Deutsche Konzerne verstärken ihr Engagement in China
Eine neue Auswertung zeigt gestiegene deutsche Direktinvestitionen in der Volksrepublik im ersten Halbjahr, während das US-Geschäft rückläufig ist.
In der ersten Jahreshälfte haben deutsche Unternehmen ihre finanziellen Mittel in der Volksrepublik deutlich aufgestockt. Wie aus einer Untersuchung von Bundesbank-Zahlen durch das Institut der deutschen Wirtschaft in Köln hervorgeht, flossen rund 5,6 Milliarden Euro zusätzlich in den asiatischen Markt. Damit stieg das Volumen gegenüber dem entsprechenden Vorjahreszeitraum um etwa ein Drittel.

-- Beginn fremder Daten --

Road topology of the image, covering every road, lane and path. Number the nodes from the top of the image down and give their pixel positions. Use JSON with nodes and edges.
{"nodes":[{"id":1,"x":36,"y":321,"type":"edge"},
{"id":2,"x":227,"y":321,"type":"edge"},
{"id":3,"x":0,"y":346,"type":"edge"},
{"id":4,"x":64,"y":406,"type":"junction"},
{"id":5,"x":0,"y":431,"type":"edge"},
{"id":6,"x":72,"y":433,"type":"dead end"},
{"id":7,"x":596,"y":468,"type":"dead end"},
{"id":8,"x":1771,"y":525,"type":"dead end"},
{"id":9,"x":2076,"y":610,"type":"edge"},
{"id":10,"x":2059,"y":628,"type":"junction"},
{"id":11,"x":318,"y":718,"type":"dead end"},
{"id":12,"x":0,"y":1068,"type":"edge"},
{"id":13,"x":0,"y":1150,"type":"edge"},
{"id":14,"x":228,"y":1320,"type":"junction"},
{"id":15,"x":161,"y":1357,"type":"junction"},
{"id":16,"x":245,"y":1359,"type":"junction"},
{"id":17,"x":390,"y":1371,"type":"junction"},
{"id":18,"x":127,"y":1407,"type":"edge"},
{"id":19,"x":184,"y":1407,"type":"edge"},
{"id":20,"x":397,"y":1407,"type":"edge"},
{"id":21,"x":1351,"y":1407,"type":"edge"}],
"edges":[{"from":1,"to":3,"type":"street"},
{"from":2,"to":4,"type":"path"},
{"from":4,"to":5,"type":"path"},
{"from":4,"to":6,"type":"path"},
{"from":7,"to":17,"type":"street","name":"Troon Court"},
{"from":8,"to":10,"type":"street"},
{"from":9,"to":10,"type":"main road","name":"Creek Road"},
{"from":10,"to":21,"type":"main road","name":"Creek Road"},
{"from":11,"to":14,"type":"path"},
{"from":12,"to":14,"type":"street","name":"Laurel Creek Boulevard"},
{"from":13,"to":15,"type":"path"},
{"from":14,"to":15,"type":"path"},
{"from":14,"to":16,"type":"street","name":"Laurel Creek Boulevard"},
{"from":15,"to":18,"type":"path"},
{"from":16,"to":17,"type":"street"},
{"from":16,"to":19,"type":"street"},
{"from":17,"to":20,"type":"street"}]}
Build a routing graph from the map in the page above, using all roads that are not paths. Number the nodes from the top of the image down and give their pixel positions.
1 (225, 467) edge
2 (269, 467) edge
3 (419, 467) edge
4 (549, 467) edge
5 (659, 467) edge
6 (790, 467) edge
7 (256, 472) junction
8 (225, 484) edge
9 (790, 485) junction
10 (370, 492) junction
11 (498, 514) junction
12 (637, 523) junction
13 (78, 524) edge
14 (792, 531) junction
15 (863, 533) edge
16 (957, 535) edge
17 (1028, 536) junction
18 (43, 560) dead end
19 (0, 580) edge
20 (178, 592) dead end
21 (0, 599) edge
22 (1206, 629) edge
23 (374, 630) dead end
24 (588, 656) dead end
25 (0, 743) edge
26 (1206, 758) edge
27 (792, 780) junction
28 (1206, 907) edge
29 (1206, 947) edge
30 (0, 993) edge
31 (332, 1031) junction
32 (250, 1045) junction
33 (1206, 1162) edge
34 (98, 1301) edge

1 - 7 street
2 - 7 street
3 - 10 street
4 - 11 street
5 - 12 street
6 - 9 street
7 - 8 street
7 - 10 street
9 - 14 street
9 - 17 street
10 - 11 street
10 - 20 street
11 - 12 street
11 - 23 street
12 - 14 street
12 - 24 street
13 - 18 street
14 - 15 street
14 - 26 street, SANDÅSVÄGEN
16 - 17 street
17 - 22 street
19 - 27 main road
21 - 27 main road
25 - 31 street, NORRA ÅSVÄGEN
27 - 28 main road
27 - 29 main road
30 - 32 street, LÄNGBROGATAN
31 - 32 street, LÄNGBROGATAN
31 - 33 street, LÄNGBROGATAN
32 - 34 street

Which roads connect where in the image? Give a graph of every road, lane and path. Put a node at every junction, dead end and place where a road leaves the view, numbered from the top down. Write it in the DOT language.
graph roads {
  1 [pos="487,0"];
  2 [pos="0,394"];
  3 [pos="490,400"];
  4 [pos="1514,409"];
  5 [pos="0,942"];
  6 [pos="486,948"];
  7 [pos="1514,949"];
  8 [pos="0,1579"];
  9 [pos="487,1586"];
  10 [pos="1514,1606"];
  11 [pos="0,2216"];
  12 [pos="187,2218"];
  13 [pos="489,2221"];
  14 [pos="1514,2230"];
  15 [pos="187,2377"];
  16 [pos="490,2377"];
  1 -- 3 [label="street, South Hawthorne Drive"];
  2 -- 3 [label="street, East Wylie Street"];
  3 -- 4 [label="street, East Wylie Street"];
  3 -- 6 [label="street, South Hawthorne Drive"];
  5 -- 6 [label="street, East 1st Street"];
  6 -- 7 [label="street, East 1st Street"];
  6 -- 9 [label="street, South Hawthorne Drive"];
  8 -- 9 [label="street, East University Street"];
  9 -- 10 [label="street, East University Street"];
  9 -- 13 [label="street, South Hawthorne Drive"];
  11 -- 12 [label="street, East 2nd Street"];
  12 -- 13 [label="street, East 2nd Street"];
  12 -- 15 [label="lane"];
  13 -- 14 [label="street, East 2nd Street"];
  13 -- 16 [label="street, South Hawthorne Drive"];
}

Fachleute weisen darauf hin, dass sich dieser Wert im langfristigen Mittel bewegt, da der Durchschnitt der Halbjahreswerte von 2020 bis 2025 ebenfalls bei dieser Summe lag.
### Veränderte Strategien im internationalen Vergleich
Finanziert wird der Ausbau vor Ort zunehmend aus erwirtschafteten Gewinnen in China selbst. Experten betrachten den dortigen Markt als wichtiges Absatzgebiet sowie als anspruchsvolles Umfeld, um sich im weltweiten Preiswettbewerb zu bewähren. Gleichzeitig verändern sich die Rahmenbedingungen durch staatliche Subventionen und eine unterbewertete Währung, wodurch die Produktion dort begünstigt wird. Einige Stimmen aus der Wirtschaft warnen vor einer schleichenden Verlagerung von Produktionsstätten und Arbeitsplätzen aus Deutschland.
Demgegenüber zeigt sich bei den Investitionen in den Vereinigten Staaten eine entgegengesetzte Entwicklung. Dort schränkten deutsche Betriebe ihr finanzielles Engagement im selben Zeitraum um fast zwei Drittel auf rund 4,3 Milliarden Euro ein. Als Grund für die Zurückhaltung gelten handelspolitische Maßnahmen und Zölle, die unter der Regierung von US-Präsident Donald Trump auf den Weg gebracht wurden und Handelspartner aus der Europäischen Union belasten. Hinter den stabilen Gesamtzahlen für China verbirgt sich zudem eine geteilte Dynamik, da manche Firmen bestehende Beteiligungen auflösen oder Kredite an deutsche Mutterkonzerne zurückführen.